Deciphering Customer Buying Cycles in Grocery Stores Using R
Introduction
In the highly competitive retail sector, particularly in grocery stores, understanding consumer preferences and shopping habits is essential for optimizing business operations. This report focuses on the analysis of transactional data from two 24-hour grocery stores, each with distinct data storage practices due to the store owners' diverse backgrounds. The goal of the analysis is to uncover hidden patterns in consumer behavior that can drive store optimization. By leveraging insights from the data, the grocery chain aims to enhance customer satisfaction, boost sales, and improve inventory management.
This analysis was performed using R, with a particular emphasis on advanced techniques such as data joining and aggregation.
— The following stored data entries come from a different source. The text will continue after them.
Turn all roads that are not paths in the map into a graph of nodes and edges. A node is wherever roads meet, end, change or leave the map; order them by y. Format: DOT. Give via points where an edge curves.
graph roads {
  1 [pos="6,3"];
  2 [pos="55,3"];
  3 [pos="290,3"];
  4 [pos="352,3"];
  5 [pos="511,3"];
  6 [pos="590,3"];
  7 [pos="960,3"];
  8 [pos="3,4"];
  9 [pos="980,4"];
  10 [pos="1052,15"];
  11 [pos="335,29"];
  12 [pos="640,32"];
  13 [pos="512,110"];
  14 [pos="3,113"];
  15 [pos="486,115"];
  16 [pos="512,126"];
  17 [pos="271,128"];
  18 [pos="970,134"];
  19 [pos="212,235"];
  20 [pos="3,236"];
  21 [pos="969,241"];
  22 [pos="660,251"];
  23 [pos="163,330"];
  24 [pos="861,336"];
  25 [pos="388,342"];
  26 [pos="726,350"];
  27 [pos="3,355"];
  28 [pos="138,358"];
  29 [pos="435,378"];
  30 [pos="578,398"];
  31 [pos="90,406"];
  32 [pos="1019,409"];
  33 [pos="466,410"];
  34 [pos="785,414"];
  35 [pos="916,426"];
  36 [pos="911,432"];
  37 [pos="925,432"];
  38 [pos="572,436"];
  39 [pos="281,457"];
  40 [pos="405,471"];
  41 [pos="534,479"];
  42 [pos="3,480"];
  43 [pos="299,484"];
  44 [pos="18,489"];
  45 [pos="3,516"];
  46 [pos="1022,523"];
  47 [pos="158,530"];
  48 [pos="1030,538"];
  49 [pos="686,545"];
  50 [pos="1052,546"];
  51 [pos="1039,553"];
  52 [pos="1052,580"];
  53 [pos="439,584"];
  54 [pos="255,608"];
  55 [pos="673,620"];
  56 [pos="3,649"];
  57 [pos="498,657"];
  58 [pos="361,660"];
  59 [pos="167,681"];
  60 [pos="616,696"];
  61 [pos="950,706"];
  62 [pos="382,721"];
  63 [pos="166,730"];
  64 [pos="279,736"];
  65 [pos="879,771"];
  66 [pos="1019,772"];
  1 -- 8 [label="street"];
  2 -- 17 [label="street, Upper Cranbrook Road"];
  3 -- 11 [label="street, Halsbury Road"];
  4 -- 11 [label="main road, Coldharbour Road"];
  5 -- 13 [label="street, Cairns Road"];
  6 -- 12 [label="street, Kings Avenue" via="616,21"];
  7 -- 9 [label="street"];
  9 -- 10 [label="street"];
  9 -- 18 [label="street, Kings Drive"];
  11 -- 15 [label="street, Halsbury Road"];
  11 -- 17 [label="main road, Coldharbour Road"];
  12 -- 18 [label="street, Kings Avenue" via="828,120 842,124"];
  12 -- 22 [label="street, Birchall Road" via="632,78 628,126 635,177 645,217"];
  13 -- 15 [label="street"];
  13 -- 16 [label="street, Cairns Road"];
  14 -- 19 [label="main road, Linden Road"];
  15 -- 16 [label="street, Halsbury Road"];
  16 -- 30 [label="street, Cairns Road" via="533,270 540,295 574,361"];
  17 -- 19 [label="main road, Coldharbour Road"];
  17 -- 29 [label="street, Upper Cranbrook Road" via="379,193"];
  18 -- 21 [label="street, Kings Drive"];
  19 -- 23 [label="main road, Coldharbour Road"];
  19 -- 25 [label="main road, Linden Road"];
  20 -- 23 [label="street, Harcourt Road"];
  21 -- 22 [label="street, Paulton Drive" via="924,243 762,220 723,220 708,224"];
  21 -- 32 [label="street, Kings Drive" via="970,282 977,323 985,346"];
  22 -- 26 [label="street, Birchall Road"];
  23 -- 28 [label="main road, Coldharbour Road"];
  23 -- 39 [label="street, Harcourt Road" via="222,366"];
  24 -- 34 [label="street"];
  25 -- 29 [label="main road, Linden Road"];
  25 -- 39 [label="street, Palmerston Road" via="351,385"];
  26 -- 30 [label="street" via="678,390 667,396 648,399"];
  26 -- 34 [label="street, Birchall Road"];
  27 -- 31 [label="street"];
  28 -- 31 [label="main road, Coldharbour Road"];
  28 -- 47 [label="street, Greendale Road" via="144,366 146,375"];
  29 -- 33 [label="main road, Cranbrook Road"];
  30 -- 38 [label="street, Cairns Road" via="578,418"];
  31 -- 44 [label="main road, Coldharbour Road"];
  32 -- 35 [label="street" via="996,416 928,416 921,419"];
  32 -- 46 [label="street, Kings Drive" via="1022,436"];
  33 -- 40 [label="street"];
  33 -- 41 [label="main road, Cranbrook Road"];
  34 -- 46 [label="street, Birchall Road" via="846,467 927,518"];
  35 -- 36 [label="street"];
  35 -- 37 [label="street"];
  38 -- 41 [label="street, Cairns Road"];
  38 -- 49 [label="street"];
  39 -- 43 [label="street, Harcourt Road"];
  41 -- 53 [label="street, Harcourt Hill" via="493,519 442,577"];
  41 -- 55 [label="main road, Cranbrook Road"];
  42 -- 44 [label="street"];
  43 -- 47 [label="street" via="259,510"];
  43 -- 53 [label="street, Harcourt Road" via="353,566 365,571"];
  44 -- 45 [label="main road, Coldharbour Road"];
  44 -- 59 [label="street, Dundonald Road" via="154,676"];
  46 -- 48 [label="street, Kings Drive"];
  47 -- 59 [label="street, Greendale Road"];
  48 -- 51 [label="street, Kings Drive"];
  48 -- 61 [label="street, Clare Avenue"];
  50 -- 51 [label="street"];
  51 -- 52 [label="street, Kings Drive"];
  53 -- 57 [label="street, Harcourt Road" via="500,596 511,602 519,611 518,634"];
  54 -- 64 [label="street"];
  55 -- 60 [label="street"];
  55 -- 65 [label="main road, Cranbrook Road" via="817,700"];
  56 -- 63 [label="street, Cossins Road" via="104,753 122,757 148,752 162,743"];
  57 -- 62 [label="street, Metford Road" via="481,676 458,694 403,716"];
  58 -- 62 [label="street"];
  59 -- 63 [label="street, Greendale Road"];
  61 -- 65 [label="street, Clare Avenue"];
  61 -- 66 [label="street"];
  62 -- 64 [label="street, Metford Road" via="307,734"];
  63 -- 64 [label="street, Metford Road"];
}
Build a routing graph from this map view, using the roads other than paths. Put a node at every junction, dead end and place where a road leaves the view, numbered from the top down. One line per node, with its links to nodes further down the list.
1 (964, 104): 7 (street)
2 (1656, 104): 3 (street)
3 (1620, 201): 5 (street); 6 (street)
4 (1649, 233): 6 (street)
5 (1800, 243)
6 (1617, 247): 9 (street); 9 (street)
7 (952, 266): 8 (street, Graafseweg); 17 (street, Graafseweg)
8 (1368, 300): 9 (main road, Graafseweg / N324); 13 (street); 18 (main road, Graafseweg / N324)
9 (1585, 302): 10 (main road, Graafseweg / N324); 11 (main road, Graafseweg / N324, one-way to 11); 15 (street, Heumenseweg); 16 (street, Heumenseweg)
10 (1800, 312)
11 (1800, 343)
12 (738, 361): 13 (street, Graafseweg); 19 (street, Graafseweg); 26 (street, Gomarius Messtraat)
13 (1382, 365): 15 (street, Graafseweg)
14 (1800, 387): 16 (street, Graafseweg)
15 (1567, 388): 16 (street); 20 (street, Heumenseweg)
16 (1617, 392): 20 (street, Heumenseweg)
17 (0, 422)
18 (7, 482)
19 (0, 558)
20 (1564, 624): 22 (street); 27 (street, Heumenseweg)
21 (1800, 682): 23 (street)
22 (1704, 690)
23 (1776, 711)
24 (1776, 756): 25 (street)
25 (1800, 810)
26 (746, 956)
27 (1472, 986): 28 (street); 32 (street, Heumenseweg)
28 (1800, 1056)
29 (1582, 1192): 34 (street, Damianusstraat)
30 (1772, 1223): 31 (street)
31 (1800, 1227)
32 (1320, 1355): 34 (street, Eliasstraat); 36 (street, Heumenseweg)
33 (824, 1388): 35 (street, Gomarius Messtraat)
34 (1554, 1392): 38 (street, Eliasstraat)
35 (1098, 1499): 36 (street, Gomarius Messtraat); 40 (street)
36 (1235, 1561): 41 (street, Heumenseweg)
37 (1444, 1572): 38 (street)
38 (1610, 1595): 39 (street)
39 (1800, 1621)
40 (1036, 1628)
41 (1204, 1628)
These methods were applied to explore transactional data and derive valuable insights that could directly influence decisions on store layouts, marketing strategies, and inventory management.
Objective
The primary objective of this project was to provide actionable insights that would help the grocery chain optimize its operations, improve customer experience, and drive sales. Specifically, the analysis aimed to:
Optimize Store Layouts: Identify commonly purchased product pairs or shopping patterns to inform ideal product placements.
Tailor Marketing Strategies: Understand customer shopping behavior, including peak shopping hours and high-demand products, to create more targeted marketing efforts.
Efficiently Manage Inventory: Analyze sales patterns and fluctuations over time to adjust stock levels in line with customer demand.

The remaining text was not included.